George de Voil
Wokingham Choral Society has a history of appointing outstanding musicians to lead the choir, including the conductors Stephen Layton and Paul Daniel, and our President, Edward Gardner, currently Principal Conductor of the London Philharmonic Orchestra. And now, we are pleased to have welcomed George de Voil as our Musical Director.
George de Voil’s reputation as a conductor took off in 2014 when he made the world première recording of Charles Villers Stanford’s Mass in G, Op. 46. The disc, on which he directed choral and orchestral forces, was praised by BBC Music Magazine and Gramophone, and led to George being named a Classic FM “Young Artist to Watch”. MusicWeb International praised his “stylish” direction, calling his recording of Parry’s Songs of Farewell “exciting and full of conviction”, while Martin Bird declared in the Elgar Society Journal, “George de Voil is something of a find… He may be young, but his innate musicianship, his feeling for line, for balance, for phrasing, for the placing of chords, is exciting…”. Choir & Organ remarked, “the fresh-voiced Exeter College Choir achieve a superb blend under their intelligent young conductor”.

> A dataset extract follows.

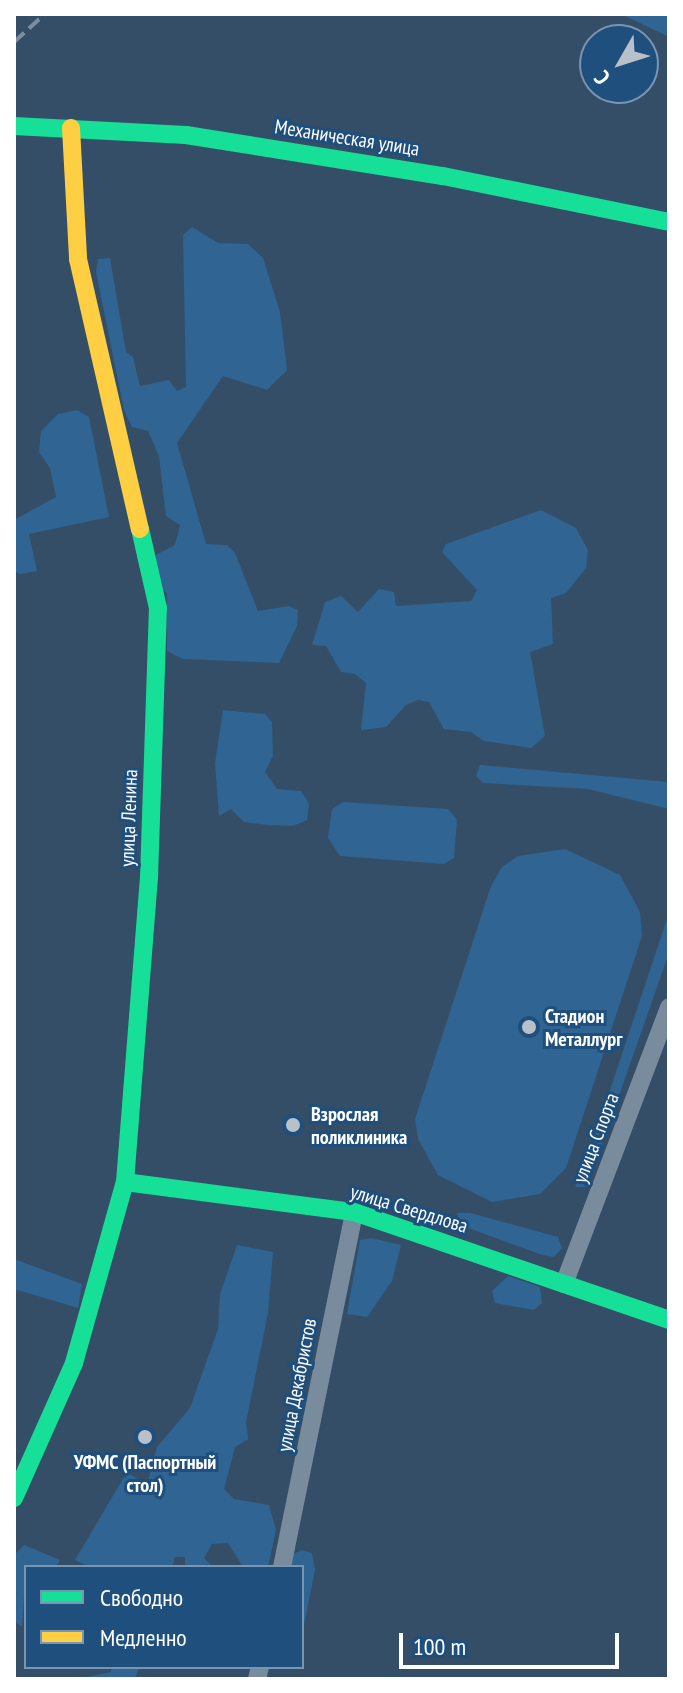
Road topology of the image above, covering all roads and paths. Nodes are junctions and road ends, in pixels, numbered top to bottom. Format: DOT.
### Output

George is a versatile conductor, working with a range of ensembles in and around London. As Director of Music at St James’s, Sussex Gardens, since 2015, he follows in the footsteps of Harold Darke and Sir George Thalben-Ball, overseeing the fine professional choir. Under his leadership, the distinguished musical tradition of this church has been revitalised, with a new organ scholarship, and a £450,000 rebuild by Mander Organs of the 1881 Hill & Son instrument. For six years, George was Director of Chapel & Choral Music at Wellington College, where he built the reputation of the Chapel Choir, leading them on tour to Spain, France, and Germany, and in collaborations with the choirs of Eton College, Royal Holloway, Guildford Cathedral, and Merton College, Oxford. He now directs the choir of Strawberry Hill House in London, which performs in Horace Walpole’s Eighteenth Century Gothic mansion. He is delighted to have been entrusted with the directorship of Wokingham Choral Society.
A prizewinning Fellow of the Royal College of Organists, with a first class degree from Oxford University, George has broadcast on BBC Radio 3 and Radio 4, and given organ concerts in Westminster Abbey and Westminster Cathedral, as well as across the UK and Europe. George is on the full-time teaching staff of King’s College School, Wimbledon, and in 2024 he will play solo recitals on the new Eule organ of Magdalen College, Oxford, and at Hexham Abbey.